▸ What to do
Spot each line in the data below containing "宮妻峡線" and copy it.

▸ Extracted data
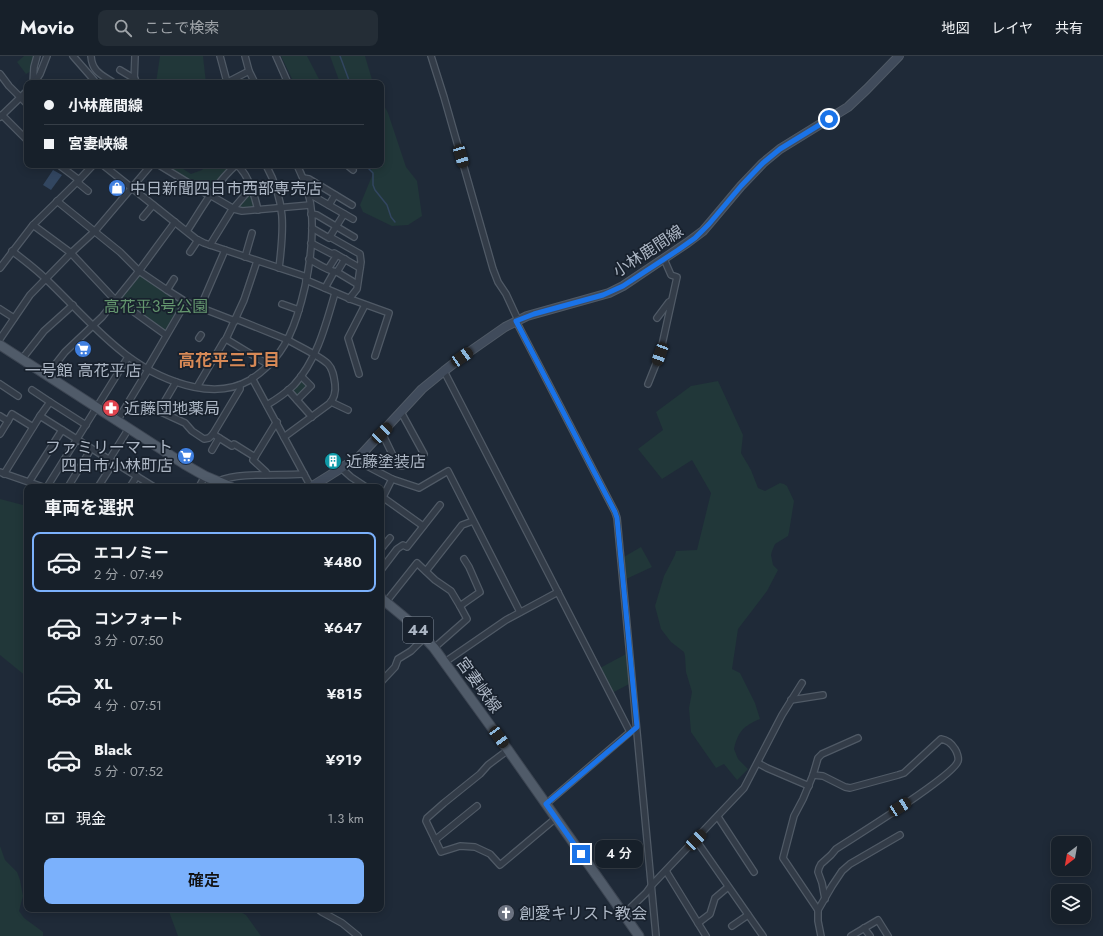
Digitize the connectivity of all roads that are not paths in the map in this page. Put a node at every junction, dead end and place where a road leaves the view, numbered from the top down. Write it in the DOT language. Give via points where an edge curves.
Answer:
graph roads {
  1 [pos="37,56"];
  2 [pos="47,56"];
  3 [pos="73,56"];
  4 [pos="91,56"];
  5 [pos="135,56"];
  6 [pos="220,56"];
  7 [pos="245,56"];
  8 [pos="276,56"];
  9 [pos="431,56"];
  10 [pos="900,56"];
  11 [pos="120,70"];
  12 [pos="249,71"];
  13 [pos="99,73"];
  14 [pos="0,74"];
  15 [pos="35,80"];
  16 [pos="36,80"];
  17 [pos="91,80"];
  18 [pos="94,80"];
  19 [pos="110,80"];
  20 [pos="133,80"];
  21 [pos="134,80"];
  22 [pos="226,80"];
  23 [pos="230,80"];
  24 [pos="254,80"];
  25 [pos="287,80"];
  26 [pos="24,94"];
  27 [pos="20,98"];
  28 [pos="24,101"];
  29 [pos="1,116"];
  30 [pos="24,137"];
  31 [pos="63,168"];
  32 [pos="90,168"];
  33 [pos="107,168"];
  34 [pos="149,168"];
  35 [pos="164,168"];
  36 [pos="233,168"];
  37 [pos="240,168"];
  38 [pos="268,168"];
  39 [pos="298,168"];
  40 [pos="351,168"];
  41 [pos="353,170"];
  42 [pos="303,178"];
  43 [pos="78,181"];
  44 [pos="132,188"];
  45 [pos="251,188"];
  46 [pos="88,191"];
  47 [pos="210,195"];
  48 [pos="336,195"];
  49 [pos="309,196"];
  50 [pos="57,201"];
  51 [pos="153,205"];
  52 [pos="329,205"];
  53 [pos="352,205"];
  54 [pos="310,206"];
  55 [pos="282,208"];
  56 [pos="234,209"];
  57 [pos="258,210"];
  58 [pos="311,214"];
  59 [pos="344,214"];
  60 [pos="143,217"];
  61 [pos="353,219"];
  62 [pos="175,222"];
  63 [pos="33,225"];
  64 [pos="336,226"];
  65 [pos="312,228"];
  66 [pos="94,231"];
  67 [pos="187,231"];
  68 [pos="252,233"];
  69 [pos="330,237"];
  70 [pos="354,237"];
  71 [pos="198,240"];
  72 [pos="311,243"];
  73 [pos="340,243"];
  74 [pos="210,245"];
  75 [pos="225,250"];
  76 [pos="12,251"];
  77 [pos="190,252"];
  78 [pos="72,253"];
  79 [pos="335,254"];
  80 [pos="244,257"];
  81 [pos="310,259"];
  82 [pos="345,259"];
  83 [pos="664,259"];
  84 [pos="256,261"];
  85 [pos="0,268"];
  86 [pos="279,268"];
  87 [pos="360,268"];
  88 [pos="328,269"];
  89 [pos="140,271"];
  90 [pos="336,272"];
  91 [pos="46,278"];
  92 [pos="306,278"];
  93 [pos="174,279"];
  94 [pos="358,284"];
  95 [pos="325,288"];
  96 [pos="167,290"];
  97 [pos="335,292"];
  98 [pos="349,298"];
  99 [pos="115,300"];
  100 [pos="671,301"];
  101 [pos="186,302"];
  102 [pos="282,304"];
  103 [pos="73,305"];
  104 [pos="365,305"];
  105 [pos="200,308"];
  106 [pos="0,309"];
  107 [pos="300,310"];
  108 [pos="14,318"];
  109 [pos="657,318"];
  110 [pos="236,320"];
  111 [pos="517,320"];
  112 [pos="93,326"];
  113 [pos="166,335"];
  114 [pos="0,339"];
  115 [pos="226,339"];
  116 [pos="288,340"];
  117 [pos="0,345"];
  118 [pos="314,355"];
  119 [pos="375,356"];
  120 [pos="128,357"];
  121 [pos="22,359"];
  122 [pos="270,365"];
  123 [pos="147,369"];
  124 [pos="444,371"];
  125 [pos="359,374"];
  126 [pos="47,376"];
  127 [pos="301,376"];
  128 [pos="252,378"];
  129 [pos="176,382"];
  130 [pos="0,384"];
  131 [pos="648,384"];
  132 [pos="240,385"];
  133 [pos="198,387"];
  134 [pos="32,390"];
  135 [pos="288,390"];
  136 [pos="18,396"];
  137 [pos="297,400"];
  138 [pos="50,402"];
  139 [pos="331,402"];
  140 [pos="267,405"];
  141 [pos="97,408"];
  142 [pos="348,410"];
  143 [pos="401,412"];
  144 [pos="0,416"];
  145 [pos="40,416"];
  146 [pos="312,417"];
  147 [pos="8,421"];
  148 [pos="117,421"];
  149 [pos="277,422"];
  150 [pos="86,425"];
  151 [pos="33,427"];
  152 [pos="129,428"];
  153 [pos="62,430"];
  154 [pos="382,433"];
  155 [pos="0,434"];
  156 [pos="213,434"];
  157 [pos="284,437"];
  158 [pos="219,438"];
  159 [pos="77,440"];
  160 [pos="91,449"];
  161 [pos="212,450"];
  162 [pos="255,457"];
  163 [pos="359,457"];
  164 [pos="111,461"];
  165 [pos="341,468"];
  166 [pos="266,472"];
  167 [pos="2,473"];
  168 [pos="304,474"];
  169 [pos="137,476"];
  170 [pos="206,476"];
  171 [pos="392,479"];
  172 [pos="218,481"];
  173 [pos="29,482"];
  174 [pos="35,484"];
  175 [pos="49,484"];
  176 [pos="70,484"];
  177 [pos="100,484"];
  178 [pos="132,484"];
  179 [pos="149,484"];
  180 [pos="201,484"];
  181 [pos="224,484"];
  182 [pos="309,484"];
  183 [pos="316,484"];
  184 [pos="362,484"];
  185 [pos="384,494"];
  186 [pos="384,499"];
  187 [pos="440,505"];
  188 [pos="474,521"];
  189 [pos="423,526"];
  190 [pos="390,538"];
  191 [pos="384,545"];
  192 [pos="464,559"];
  193 [pos="384,566"];
  194 [pos="426,571"];
  195 [pos="558,592"];
  196 [pos="384,599"];
  197 [pos="384,601"];
  198 [pos="460,606"];
  199 [pos="520,612"];
  200 [pos="425,638"];
  201 [pos="434,648"];
  202 [pos="445,662"];
  203 [pos="384,679"];
  204 [pos="802,683"];
  205 [pos="823,695"];
  206 [pos="791,700"];
  207 [pos="637,727"];
  208 [pos="630,732"];
  209 [pos="858,738"];
  210 [pos="508,750"];
  211 [pos="758,763"];
  212 [pos="813,775"];
  213 [pos="809,786"];
  214 [pos="546,804"];
  215 [pos="477,806"];
  216 [pos="718,817"];
  217 [pos="556,818"];
  218 [pos="900,835"];
  219 [pos="435,840"];
  220 [pos="696,840"];
  221 [pos="666,871"];
  222 [pos="754,872"];
  223 [pos="651,886"];
  224 [pos="728,887"];
  225 [pos="825,899"];
  226 [pos="818,910"];
  227 [pos="322,912"];
  228 [pos="624,914"];
  229 [pos="748,915"];
  230 [pos="698,923"];
  231 [pos="732,926"];
  232 [pos="864,928"];
  233 [pos="358,936"];
  234 [pos="639,936"];
  235 [pos="656,936"];
  236 [pos="706,936"];
  237 [pos="763,936"];
  238 [pos="821,936"];
  239 [pos="851,936"];
  240 [pos="870,936"];
  241 [pos="888,936"];
  1 -- 15 [label="street" via="34,67"];
  2 -- 16 [label="street"];
  3 -- 17 [label="street"];
  4 -- 13 [label="street" via="94,68"];
  5 -- 21 [label="street"];
  6 -- 22 [label="street"];
  7 -- 12 [label="street"];
  8 -- 25 [label="street"];
  9 -- 111 [label="street" via="493,269"];
  10 -- 83 [label="main road, 小林鹿間線" via="848,107 770,157 751,175 703,231"];
  11 -- 20 [label="street"];
  12 -- 23 [label="street"];
  12 -- 24 [label="street"];
  13 -- 18 [label="street"];
  13 -- 19 [label="street"];
  14 -- 27 [label="street"];
  26 -- 27 [label="street"];
  27 -- 28 [label="street"];
  27 -- 29 [label="street"];
  29 -- 30 [label="street"];
  31 -- 43 [label="street"];
  32 -- 43 [label="street"];
  33 -- 44 [label="street"];
  34 -- 44 [label="street"];
  35 -- 47 [label="street"];
  36 -- 47 [label="street"];
  37 -- 45 [label="street"];
  38 -- 55 [label="street" via="277,187"];
  39 -- 42 [label="street"];
  40 -- 41 [label="street"];
  42 -- 48 [label="street"];
  42 -- 49 [label="street"];
  43 -- 46 [label="street"];
  43 -- 50 [label="street"];
  44 -- 51 [label="street"];
  44 -- 66 [label="street"];
  45 -- 56 [label="street"];
  45 -- 57 [label="street"];
  47 -- 56 [label="street"];
  47 -- 67 [label="street"];
  48 -- 52 [label="street"];
  48 -- 53 [label="street"];
  49 -- 52 [label="street"];
  49 -- 54 [label="street"];
  50 -- 63 [label="street"];
  50 -- 66 [label="street"];
  51 -- 60 [label="street"];
  51 -- 62 [label="street"];
  52 -- 59 [label="street"];
  54 -- 55 [label="street"];
  54 -- 58 [label="street"];
  55 -- 57 [label="street"];
  55 -- 86 [label="street" via="283,233"];
  56 -- 57 [label="street"];
  56 -- 74 [label="street"];
  58 -- 64 [label="street"];
  58 -- 65 [label="street"];
  59 -- 61 [label="street"];
  59 -- 64 [label="street"];
  62 -- 67 [label="street"];
  62 -- 89 [label="street"];
  63 -- 76 [label="street"];
  63 -- 78 [label="street"];
  64 -- 69 [label="street"];
  64 -- 70 [label="street"];
  65 -- 69 [label="street"];
  65 -- 72 [label="street"];
  66 -- 78 [label="street"];
  66 -- 89 [label="street"];
  67 -- 71 [label="street"];
  68 -- 80 [label="street"];
  69 -- 73 [label="street"];
  71 -- 74 [label="street"];
  71 -- 77 [label="street"];
  72 -- 79 [label="street"];
  72 -- 81 [label="street"];
  73 -- 79 [label="street"];
  73 -- 87 [label="street" via="360,254"];
  74 -- 75 [label="street"];
  75 -- 80 [label="street"];
  75 -- 105 [label="street"];
  76 -- 85 [label="street"];
  76 -- 91 [label="street"];
  78 -- 91 [label="street"];
  78 -- 99 [label="street"];
  79 -- 82 [label="street"];
  79 -- 88 [label="street"];
  80 -- 84 [label="street"];
  81 -- 88 [label="street"];
  81 -- 92 [label="street"];
  82 -- 87 [label="street"];
  82 -- 90 [label="street"];
  83 -- 100 [label="street" via="671,275 677,277"];
  83 -- 111 [label="main road, 小林鹿間線" via="609,293"];
  84 -- 86 [label="street"];
  84 -- 110 [label="street"];
  86 -- 92 [label="street"];
  87 -- 94 [label="street"];
  88 -- 90 [label="street"];
  89 -- 96 [label="street"];
  89 -- 99 [label="street"];
  90 -- 94 [label="street"];
  90 -- 95 [label="street"];
  91 -- 103 [label="street"];
  91 -- 108 [label="street"];
  92 -- 95 [label="street"];
  92 -- 107 [label="street"];
  93 -- 96 [label="street"];
  94 -- 98 [label="street"];
  95 -- 97 [label="street"];
  96 -- 101 [label="street"];
  97 -- 98 [label="street"];
  97 -- 118 [label="street"];
  98 -- 104 [label="street"];
  99 -- 112 [label="street"];
  99 -- 113 [label="street"];
  100 -- 109 [label="street"];
  100 -- 131 [label="street" via="660,354"];
  101 -- 105 [label="street"];
  101 -- 113 [label="street"];
  102 -- 107 [label="street"];
  103 -- 112 [label="street"];
  103 -- 121 [label="street" via="44,331"];
  104 -- 119 [label="street" via="389,313"];
  104 -- 125 [label="street" via="348,338"];
  105 -- 110 [label="street"];
  106 -- 108 [label="street"];
  107 -- 116 [label="street"];
  108 -- 114 [label="street"];
  110 -- 115 [label="street"];
  110 -- 116 [label="street"];
  111 -- 124 [label="main road, 小林鹿間線"];
  111 -- 207 [label="street" via="617,518"];
  112 -- 120 [label="street"];
  112 -- 126 [label="street" via="65,352"];
  113 -- 123 [label="street"];
  115 -- 122 [label="street"];
  115 -- 133 [label="street"];
  116 -- 118 [label="street"];
  116 -- 122 [label="street"];
  117 -- 121 [label="main road"];
  118 -- 127 [label="street"];
  118 -- 139 [label="street" via="328,364 332,372 336,389"];
  120 -- 123 [label="street"];
  120 -- 141 [label="street"];
  121 -- 126 [label="main road"];
  122 -- 128 [label="street"];
  123 -- 129 [label="street"];
  123 -- 148 [label="street"];
  124 -- 143 [label="main road, 小林鹿間線" via="422,389"];
  124 -- 195 [label="street"];
  126 -- 141 [label="main road"];
  127 -- 135 [label="street"];
  127 -- 137 [label="street" via="311,386"];
  128 -- 132 [label="street"];
  128 -- 140 [label="street"];
  129 -- 133 [label="street"];
  129 -- 156 [label="street" via="159,411 185,423 202,438 208,439"];
  130 -- 136 [label="street"];
  132 -- 133 [label="street" via="217,389"];
  132 -- 156 [label="street"];
  134 -- 138 [label="street"];
  135 -- 137 [label="street"];
  135 -- 140 [label="street"];
  137 -- 146 [label="street"];
  138 -- 145 [label="street"];
  138 -- 150 [label="street"];
  139 -- 142 [label="street"];
  139 -- 146 [label="street"];
  140 -- 149 [label="street"];
  141 -- 148 [label="main road"];
  141 -- 150 [label="street"];
  143 -- 154 [label="main road, 小林鹿間線"];
  143 -- 154 [label="street" via="424,454 398,466"];
  144 -- 147 [label="street"];
  145 -- 151 [label="street"];
  145 -- 153 [label="street"];
  146 -- 157 [label="street"];
  147 -- 151 [label="street" via="12,414"];
  147 -- 155 [label="street"];
  148 -- 152 [label="main road"];
  149 -- 157 [label="street"];
  149 -- 162 [label="street"];
  150 -- 159 [label="street"];
  151 -- 167 [label="street"];
  152 -- 164 [label="street"];
  152 -- 170 [label="main road"];
  153 -- 159 [label="street"];
  153 -- 173 [label="street"];
  154 -- 163 [label="main road, 小林鹿間線"];
  156 -- 158 [label="street"];
  157 -- 168 [label="street"];
  158 -- 161 [label="street"];
  158 -- 162 [label="street"];
  159 -- 160 [label="street"];
  159 -- 175 [label="street"];
  160 -- 164 [label="street"];
  160 -- 176 [label="street"];
  162 -- 166 [label="street" via="253,460"];
  163 -- 165 [label="main road, 小林鹿間線"];
  163 -- 171 [label="street" via="369,467"];
  164 -- 169 [label="street"];
  164 -- 177 [label="street"];
  165 -- 183 [label="main road, 小林鹿間線"];
  165 -- 184 [label="street"];
  167 -- 173 [label="street"];
  168 -- 172 [label="street" via="247,476"];
  168 -- 182 [label="street"];
  169 -- 178 [label="street"];
  169 -- 179 [label="street"];
  170 -- 172 [label="main road"];
  170 -- 180 [label="street"];
  171 -- 185 [label="street"];
  171 -- 188 [label="street" via="419,488 448,471"];
  172 -- 181 [label="main road"];
  173 -- 174 [label="street"];
  186 -- 189 [label="street"];
  187 -- 189 [label="street"];
  188 -- 194 [label="street" via="462,525"];
  188 -- 199 [label="street"];
  189 -- 193 [label="street" via="407,547 403,545 397,549"];
  190 -- 191 [label="street"];
  192 -- 198 [label="street" via="480,592"];
  194 -- 196 [label="street" via="416,563"];
  194 -- 198 [label="street" via="452,591"];
  195 -- 199 [label="street"];
  195 -- 208 [label="street"];
  197 -- 200 [label="main road, 宮妻峡線 / 44"];
  198 -- 201 [label="street" via="467,619"];
  199 -- 202 [label="street"];
  200 -- 201 [label="main road, 宮妻峡線 / 44"];
  200 -- 203 [label="street" via="398,659"];
  201 -- 202 [label="main road, 宮妻峡線 / 44"];
  202 -- 210 [label="main road, 宮妻峡線 / 44"];
  204 -- 206 [label="street"];
  205 -- 206 [label="street"];
  206 -- 211 [label="street"];
  207 -- 208 [label="street"];
  207 -- 223 [label="street"];
  208 -- 214 [label="street"];
  209 -- 212 [label="street" via="822,754 818,758"];
  210 -- 214 [label="main road, 宮妻峡線 / 44"];
  210 -- 219 [label="street" via="427,818"];
  211 -- 213 [label="street"];
  211 -- 216 [label="street" via="744,788"];
  212 -- 213 [label="street"];
  212 -- 225 [label="street" via="823,776 850,788 898,775 904,773 941,739 948,741 956,750 958,757 952,768 928,789 836,849 821,864 818,872"];
  213 -- 226 [label="street" via="794,816 782,858"];
  214 -- 217 [label="main road, 宮妻峡線 / 44"];
  215 -- 219 [label="street"];
  216 -- 220 [label="street"];
  216 -- 222 [label="street"];
  217 -- 219 [label="street" via="500,865 490,854 475,847 460,846 441,852"];
  217 -- 228 [label="main road, 宮妻峡線 / 44"];
  218 -- 225 [label="street" via="850,864 842,871"];
  220 -- 221 [label="street"];
  220 -- 224 [label="street"];
  221 -- 223 [label="street"];
  221 -- 230 [label="street"];
  223 -- 228 [label="street"];
  223 -- 235 [label="street"];
  224 -- 229 [label="street"];
  224 -- 230 [label="street" via="714,898 710,914"];
  225 -- 226 [label="street"];
  226 -- 238 [label="street"];
  227 -- 233 [label="street"];
  228 -- 234 [label="main road, 宮妻峡線 / 44"];
  229 -- 231 [label="street"];
  229 -- 237 [label="street"];
  230 -- 236 [label="street"];
  232 -- 239 [label="street"];
  232 -- 240 [label="street"];
  232 -- 241 [label="street" via="878,920"];
}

▸ Answer section
  197 -- 200 [label="main road, 宮妻峡線 / 44"];
  200 -- 201 [label="main road, 宮妻峡線 / 44"];
  201 -- 202 [label="main road, 宮妻峡線 / 44"];
  202 -- 210 [label="main road, 宮妻峡線 / 44"];
  210 -- 214 [label="main road, 宮妻峡線 / 44"];
  214 -- 217 [label="main road, 宮妻峡線 / 44"];
  217 -- 228 [label="main road, 宮妻峡線 / 44"];
  228 -- 234 [label="main road, 宮妻峡線 / 44"];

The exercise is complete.